"Through a story, life invites us to come inside as a participant."
-- Steve Denning, author of the Springboard: How Storytelling Ignited Action in Knowledge-Era Organizations and Squirrel, Inc.: A Fable of Leadership and Storytelling
In his new book, "Squirrel, Inc.," Convergence 2004 keynote speaker, Steve Denning, describes seven types of stories:
Sparking Action. Leadership is, above all, about getting people to change. To achieve this goal, you need to communicate the sometimes complex nature of the changes required and inspire an
often skeptical organization to enthusiastically carry them out. This is the place for what I call "springboard story," one that enables listeners to visualize the large-scale transformation needed in their circumstances and then to act on that realization.
Such a story is based on an actual event, preferably recent enough to seem relevant. It has a single protagonist with whom members of the target audience can identify. And there is an authentically happy ending, in which a change has at least in part been successfully implemented. (There is also an implicit alternate ending, an unhappy one that would have resulted had the change not occurred.)

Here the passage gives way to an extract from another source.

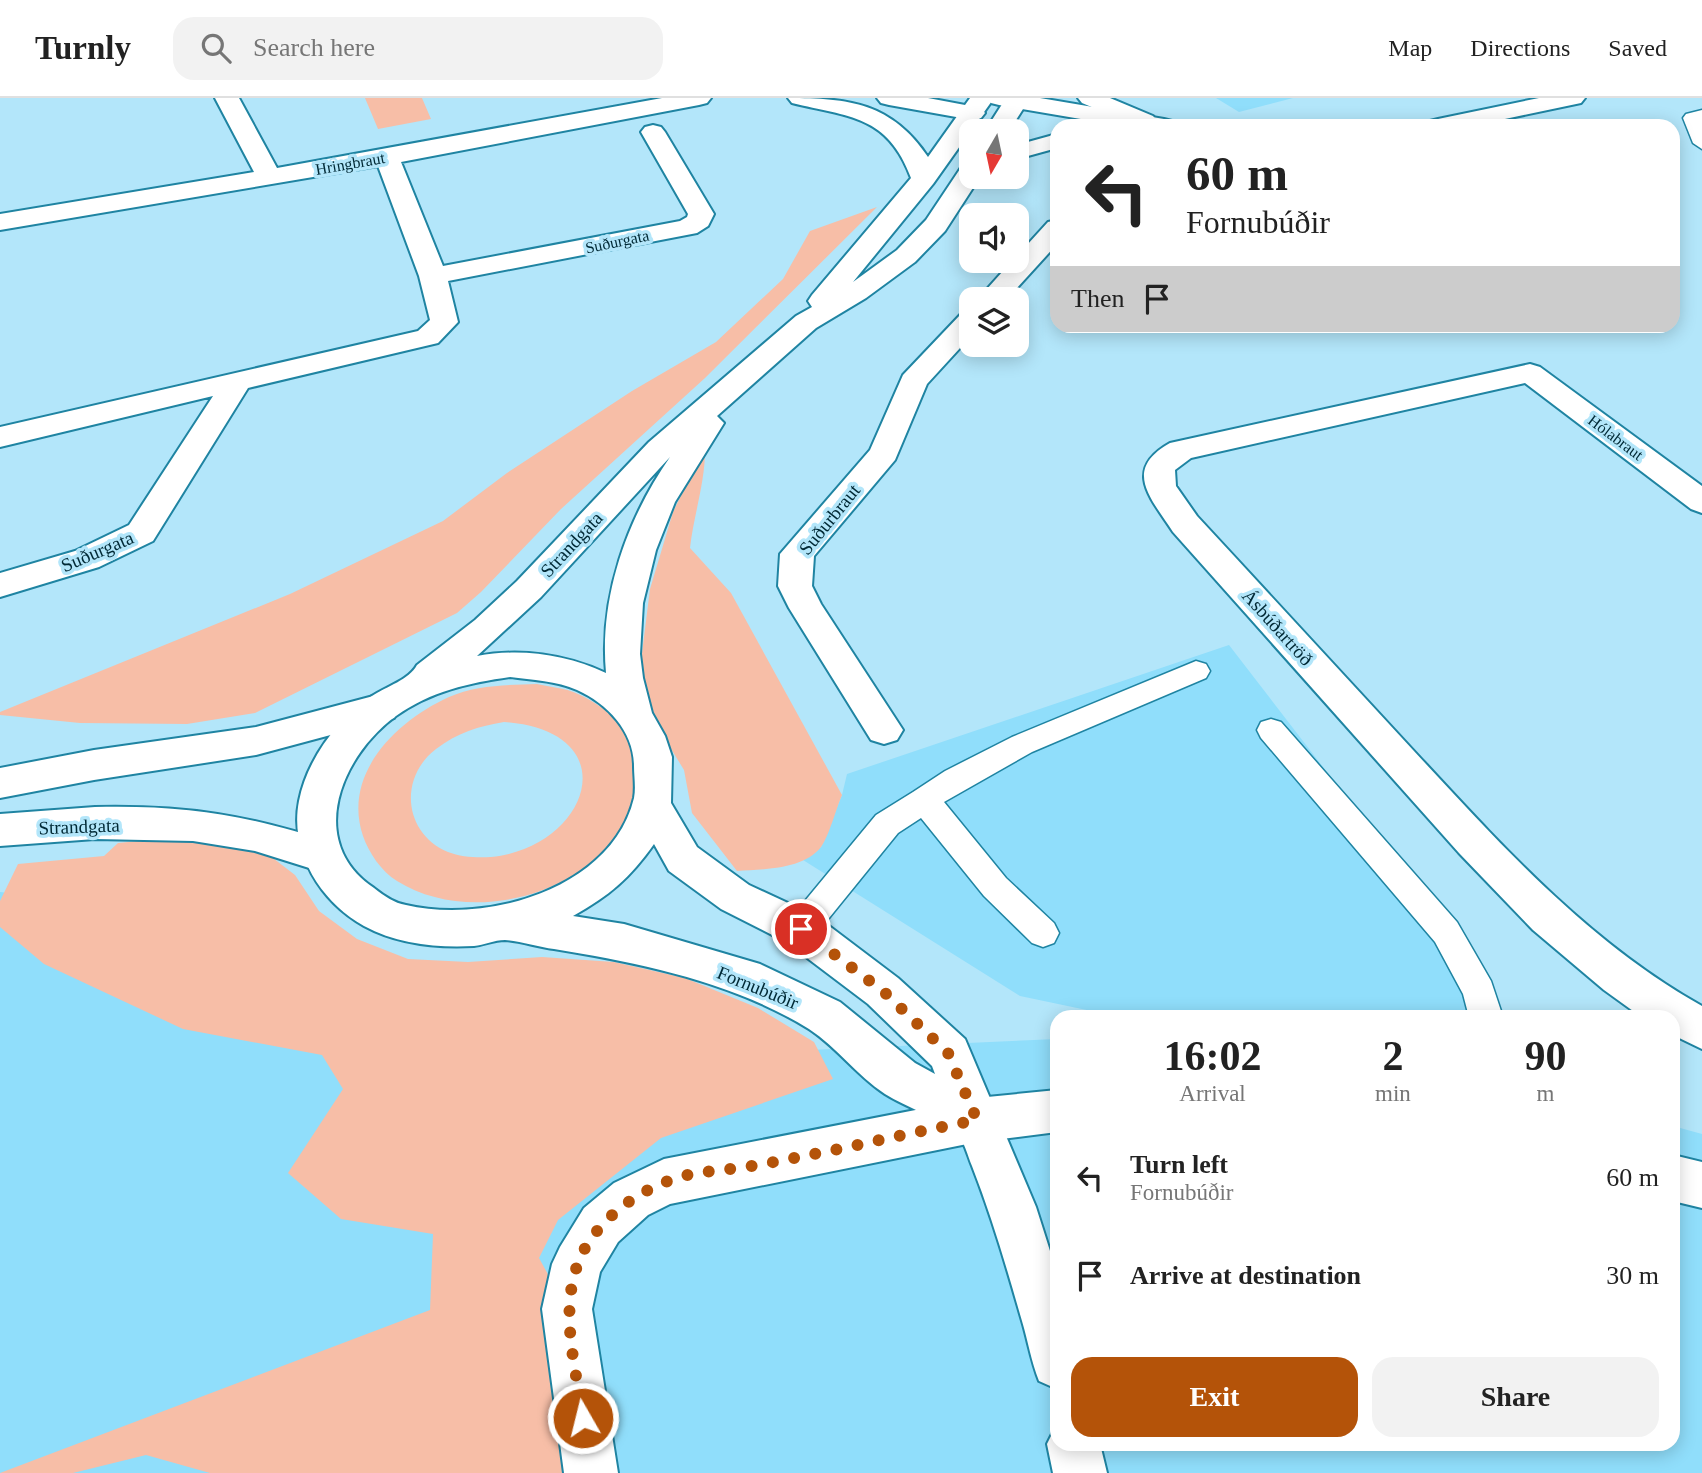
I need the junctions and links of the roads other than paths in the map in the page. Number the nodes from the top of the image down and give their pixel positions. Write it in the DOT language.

The story has enough detail to be intelligible and credible but not so much that listeners are but -- and this is key -- not so much texture that audience becomes completely wrapped up in it. If that happens, people won't have the mental space to create an analogous scenario for change in their own organization. For example, if you want to get an organization to embrace a new technology, you might tell stories about individuals elsewhere who have successfully implemented it, without dwelling on the specifics of implementation.